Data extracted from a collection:
══════════════════════════════

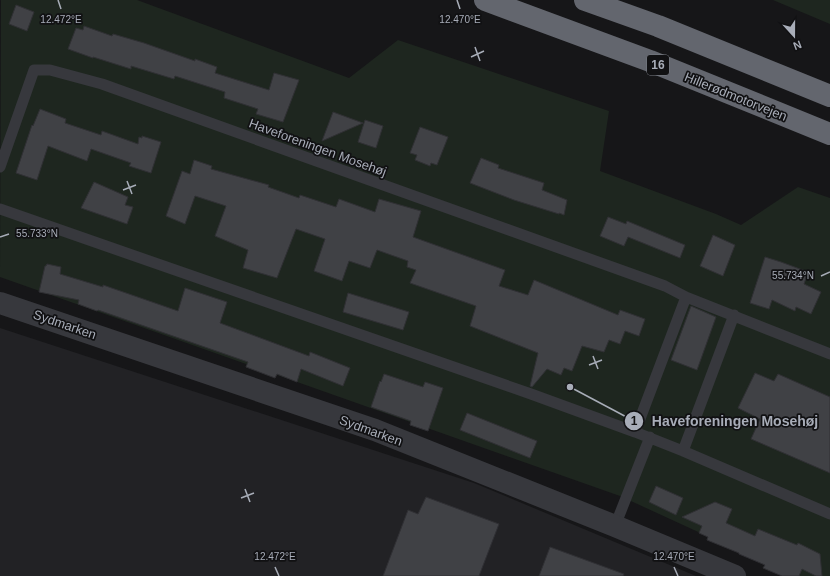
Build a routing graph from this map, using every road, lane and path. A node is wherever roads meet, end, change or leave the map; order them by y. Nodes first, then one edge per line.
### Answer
1 (485, 0) edge
2 (585, 0) edge
3 (830, 96) edge
4 (830, 134) edge
5 (0, 167) edge
6 (0, 209) edge
7 (686, 297) junction
8 (0, 303) edge
9 (734, 315) junction
10 (830, 354) edge
11 (635, 432) junction
12 (650, 437) junction
13 (683, 451) junction
14 (830, 514) edge
15 (615, 526) junction
16 (735, 576) edge

1 - 4 highway, Hillerødmotorvejen / 16
2 - 3 highway
5 - 7 lane, Haveforeningen Mosehøj
6 - 11 lane
7 - 9 lane, Haveforeningen Mosehøj
7 - 11 lane
8 - 15 street, Sydmarken
9 - 10 lane, Haveforeningen Mosehøj
9 - 13 lane
11 - 12 lane
12 - 13 lane
12 - 15 lane
13 - 14 lane
15 - 16 street, Sydmarken

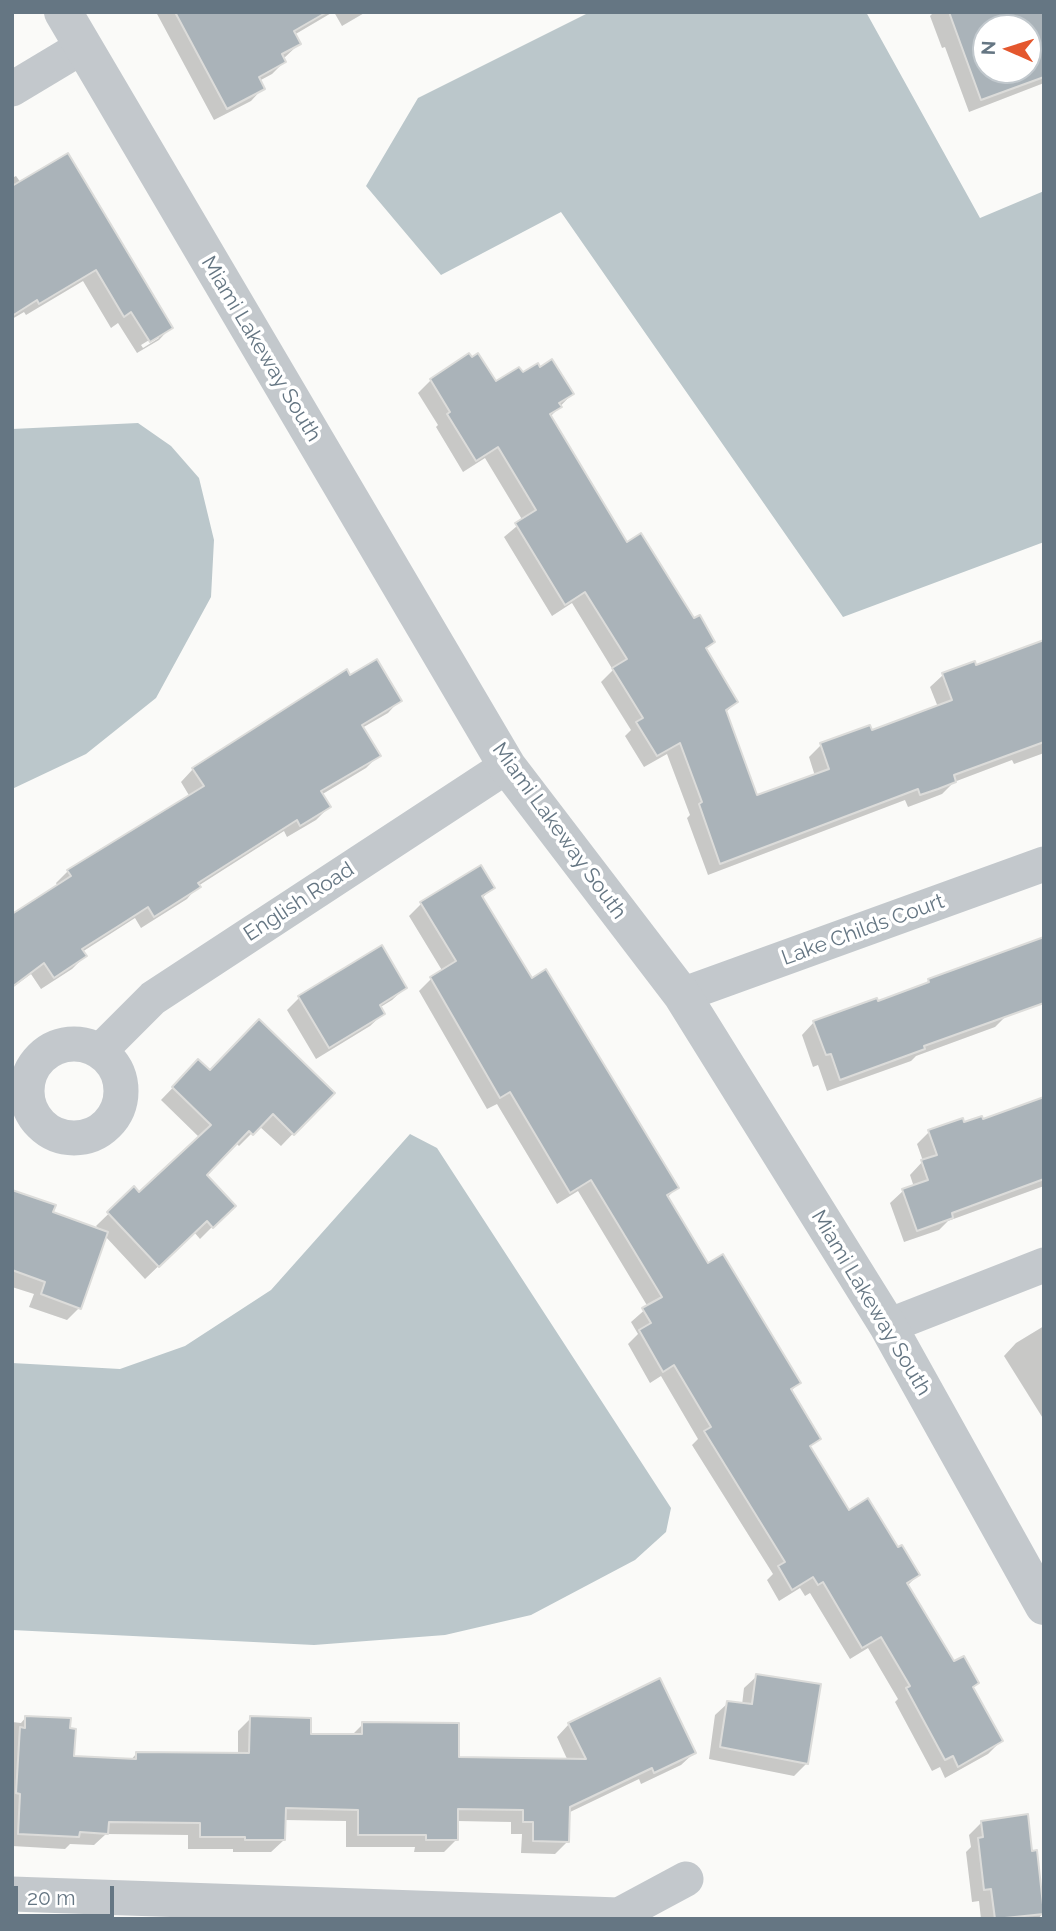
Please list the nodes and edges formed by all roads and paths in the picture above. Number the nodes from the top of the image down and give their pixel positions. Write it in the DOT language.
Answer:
graph roads {
  1 [pos="63,12"];
  2 [pos="82,47"];
  3 [pos="12,89"];
  4 [pos="507,766"];
  5 [pos="1044,864"];
  6 [pos="682,995"];
  7 [pos="100,1051"];
  8 [pos="1044,1265"];
  9 [pos="888,1326"];
  10 [pos="1044,1606"];
  11 [pos="686,1879"];
  12 [pos="12,1894"];
  1 -- 2 [label="street, Miami Lakeway South"];
  2 -- 3 [label="street"];
  2 -- 4 [label="street, Miami Lakeway South"];
  4 -- 6 [label="street, Miami Lakeway South"];
  4 -- 7 [label="street, English Road"];
  5 -- 6 [label="street, Lake Childs Court"];
  6 -- 9 [label="street, Miami Lakeway South"];
  8 -- 9 [label="street"];
  9 -- 10 [label="street, Miami Lakeway South"];
  11 -- 12 [label="street"];
}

══════════════════════════════

Exercise objective |
Write out the entries above in full and exactly; no pictures.

Reply |
Build a routing graph from this map, using every road, lane and path. A node is wherever roads meet, end, change or leave the map; order them by y. Nodes first, then one edge per line.
### Answer
1 (485, 0) edge
2 (585, 0) edge
3 (830, 96) edge
4 (830, 134) edge
5 (0, 167) edge
6 (0, 209) edge
7 (686, 297) junction
8 (0, 303) edge
9 (734, 315) junction
10 (830, 354) edge
11 (635, 432) junction
12 (650, 437) junction
13 (683, 451) junction
14 (830, 514) edge
15 (615, 526) junction
16 (735, 576) edge

1 - 4 highway, Hillerødmotorvejen / 16
2 - 3 highway
5 - 7 lane, Haveforeningen Mosehøj
6 - 11 lane
7 - 9 lane, Haveforeningen Mosehøj
7 - 11 lane
8 - 15 street, Sydmarken
9 - 10 lane, Haveforeningen Mosehøj
9 - 13 lane
11 - 12 lane
12 - 13 lane
12 - 15 lane
13 - 14 lane
15 - 16 street, Sydmarken

Please list the nodes and edges formed by all roads and paths in the picture above. Number the nodes from the top of the image down and give their pixel positions. Write it in the DOT language.
Answer:
graph roads {
  1 [pos="63,12"];
  2 [pos="82,47"];
  3 [pos="12,89"];
  4 [pos="507,766"];
  5 [pos="1044,864"];
  6 [pos="682,995"];
  7 [pos="100,1051"];
  8 [pos="1044,1265"];
  9 [pos="888,1326"];
  10 [pos="1044,1606"];
  11 [pos="686,1879"];
  12 [pos="12,1894"];
  1 -- 2 [label="street, Miami Lakeway South"];
  2 -- 3 [label="street"];
  2 -- 4 [label="street, Miami Lakeway South"];
  4 -- 6 [label="street, Miami Lakeway South"];
  4 -- 7 [label="street, English Road"];
  5 -- 6 [label="street, Lake Childs Court"];
  6 -- 9 [label="street, Miami Lakeway South"];
  8 -- 9 [label="street"];
  9 -- 10 [label="street, Miami Lakeway South"];
  11 -- 12 [label="street"];
}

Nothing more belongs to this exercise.